(Dataset entries)
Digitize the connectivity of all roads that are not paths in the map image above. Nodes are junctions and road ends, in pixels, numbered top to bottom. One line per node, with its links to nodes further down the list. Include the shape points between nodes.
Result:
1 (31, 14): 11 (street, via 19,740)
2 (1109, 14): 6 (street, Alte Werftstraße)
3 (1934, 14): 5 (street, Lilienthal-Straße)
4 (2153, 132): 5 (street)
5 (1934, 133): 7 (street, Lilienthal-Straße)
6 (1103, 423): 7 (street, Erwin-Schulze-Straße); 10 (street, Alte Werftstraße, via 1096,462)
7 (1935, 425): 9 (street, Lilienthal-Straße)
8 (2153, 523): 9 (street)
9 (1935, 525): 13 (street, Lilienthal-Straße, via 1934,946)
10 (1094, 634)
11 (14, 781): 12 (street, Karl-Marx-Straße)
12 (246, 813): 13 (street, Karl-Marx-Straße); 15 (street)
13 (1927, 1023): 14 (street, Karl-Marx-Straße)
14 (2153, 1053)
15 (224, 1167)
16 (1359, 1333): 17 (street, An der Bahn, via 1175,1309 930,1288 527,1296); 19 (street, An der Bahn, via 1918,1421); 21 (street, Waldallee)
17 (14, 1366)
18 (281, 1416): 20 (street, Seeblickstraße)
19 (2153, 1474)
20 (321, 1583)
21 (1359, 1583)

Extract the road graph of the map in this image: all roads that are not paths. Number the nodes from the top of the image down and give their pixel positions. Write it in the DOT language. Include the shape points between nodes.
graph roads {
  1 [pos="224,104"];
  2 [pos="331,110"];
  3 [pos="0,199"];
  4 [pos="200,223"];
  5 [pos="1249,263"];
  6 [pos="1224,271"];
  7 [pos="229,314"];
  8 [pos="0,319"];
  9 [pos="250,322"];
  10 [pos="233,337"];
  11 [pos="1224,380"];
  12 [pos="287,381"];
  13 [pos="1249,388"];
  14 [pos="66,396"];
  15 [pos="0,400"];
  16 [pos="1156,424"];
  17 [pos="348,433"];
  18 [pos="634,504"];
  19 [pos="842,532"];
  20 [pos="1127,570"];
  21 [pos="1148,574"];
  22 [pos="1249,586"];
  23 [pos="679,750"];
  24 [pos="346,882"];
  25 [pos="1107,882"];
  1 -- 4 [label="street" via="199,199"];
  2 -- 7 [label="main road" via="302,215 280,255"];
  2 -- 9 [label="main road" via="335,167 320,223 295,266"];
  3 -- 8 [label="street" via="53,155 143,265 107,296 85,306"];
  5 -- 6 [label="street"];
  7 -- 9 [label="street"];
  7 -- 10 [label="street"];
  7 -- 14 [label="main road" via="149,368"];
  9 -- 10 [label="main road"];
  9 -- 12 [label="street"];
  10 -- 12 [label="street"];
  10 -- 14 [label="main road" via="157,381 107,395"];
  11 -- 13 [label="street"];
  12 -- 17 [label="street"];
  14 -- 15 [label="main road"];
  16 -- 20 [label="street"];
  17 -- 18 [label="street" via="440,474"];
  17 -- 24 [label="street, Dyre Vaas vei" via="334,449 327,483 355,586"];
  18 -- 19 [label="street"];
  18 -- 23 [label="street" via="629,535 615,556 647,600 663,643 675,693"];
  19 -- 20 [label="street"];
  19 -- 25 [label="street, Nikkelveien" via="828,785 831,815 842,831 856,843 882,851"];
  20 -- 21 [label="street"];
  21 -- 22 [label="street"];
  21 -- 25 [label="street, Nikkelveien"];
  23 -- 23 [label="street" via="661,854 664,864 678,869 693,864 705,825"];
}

- _What is required_
Wherever a line above includes the string "main", count it; give only the final tally.

- _Exercise response_
6